Best Time to Buy and Sell Stock with Cooldown

At each day, we face a decision based on our current state:

• If we can buy (no stock held, not in cooldown): We either buy at today's price or skip to the next day.
• If we're holding stock: We either sell at today's price (which triggers a 1-day cooldown) or hold and wait for a better price.

The brute force explores every possible combination of buy/sell/hold/skip decisions across all days. At each day we branch into 2 choices, creating a recursion tree that grows exponentially.

Think of it like standing at a crossroads every morning: "Should I buy?" or "Should I sell?" or "Should I wait?" Brute force walks down every possible path and picks the one with the highest profit.

Let's trace the optimal path through prices = [1, 2, 3, 0, 2] that the recursion would discover:

Step 1: Day 0, state = canBuy. Price = 1. Choose to BUY. Spend 1.

Step 2: Day 1, state = holding. Price = 2. Choose to SELL. Gain 2. Profit so far = 2 - 1 = 1.

Step 3: Day 2, state = cooldown. Price = 3. FORCED to rest — can't buy the day after selling.

Step 4: Day 3, state = canBuy. Price = 0. Choose to BUY. Spend 0. (Great deal!)

Step 5: Day 4, state = holding. Price = 2. Choose to SELL. Gain 2. Profit = 1 + (2 - 0) = 3.

Step 6: End of array. Total profit = 3.

Step 7: But brute force doesn't just try this path — it tries ALL paths: skipping day 0, buying day 1 instead, holding through to day 2, etc. Each branching doubles the work.

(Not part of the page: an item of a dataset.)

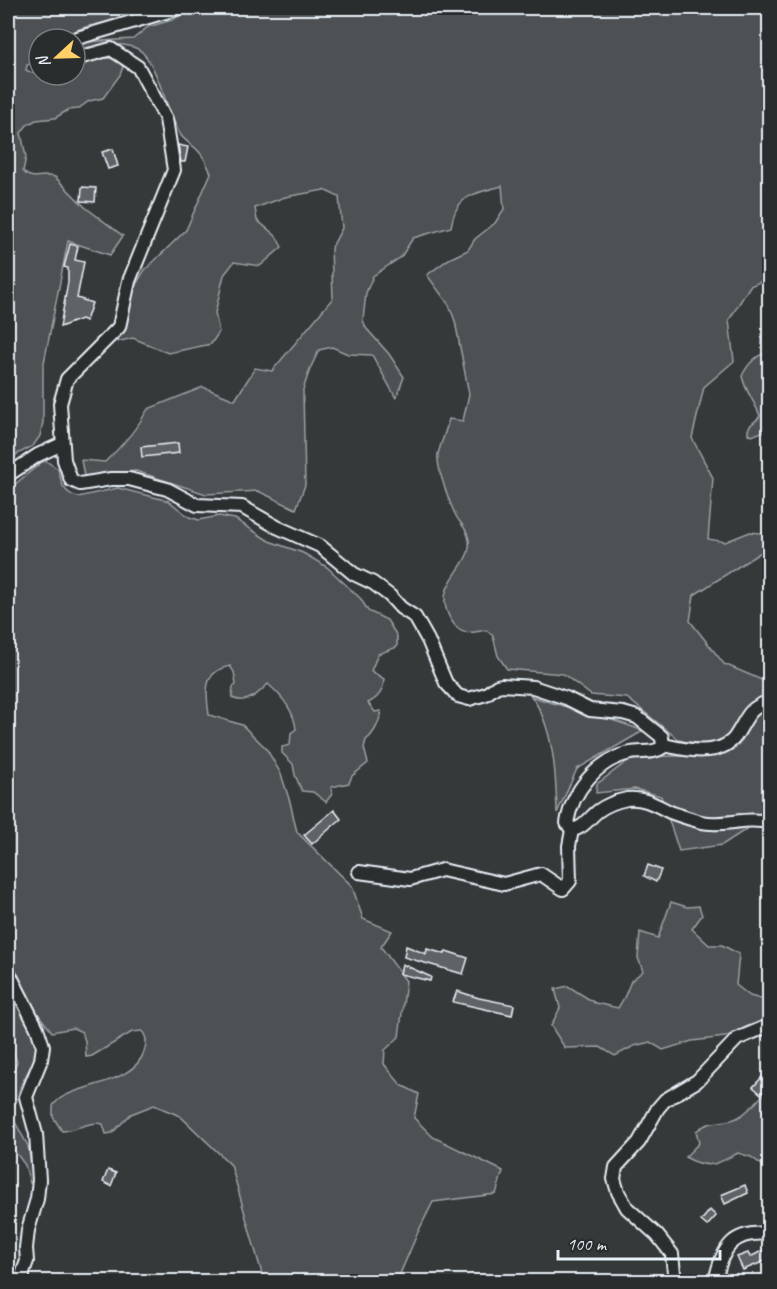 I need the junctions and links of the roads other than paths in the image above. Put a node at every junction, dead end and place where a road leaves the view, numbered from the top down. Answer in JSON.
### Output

Step 8: With 5 days and 2 choices per day, the recursion explores up to 2^5 = 32 paths. For n = 5000, that's 2^5000 — completely impractical.

1. Define solve(day, canBuy) returning max profit from day onwards
2. Base case: If day ≥ n, return 0 (no more trading days)
3. If canBuy = True:
   • Option A: Buy → -prices[day] + solve(day + 1, False)
   • Option B: Skip → solve(day + 1, True)
   • Return max(A, B)
4. If canBuy = False (holding stock):
   • Option A: Sell → prices[day] + solve(day + 2, True) (day+2 for cooldown)
   • Option B: Hold → solve(day + 1, False)
   • Return max(A, B)
5. Start with solve(0, True)

Time Complexity: O(2^n)

At each day, the recursion branches into 2 choices (buy/skip or sell/hold). Without memoization, the same subproblems are solved repeatedly. The recursion tree grows exponentially — solve(2, False) might be called from multiple different parent calls, each recomputing the same result.

Space Complexity: O(n)

The recursion stack can go n levels deep (one level per day in the worst case). No additional data structures are used.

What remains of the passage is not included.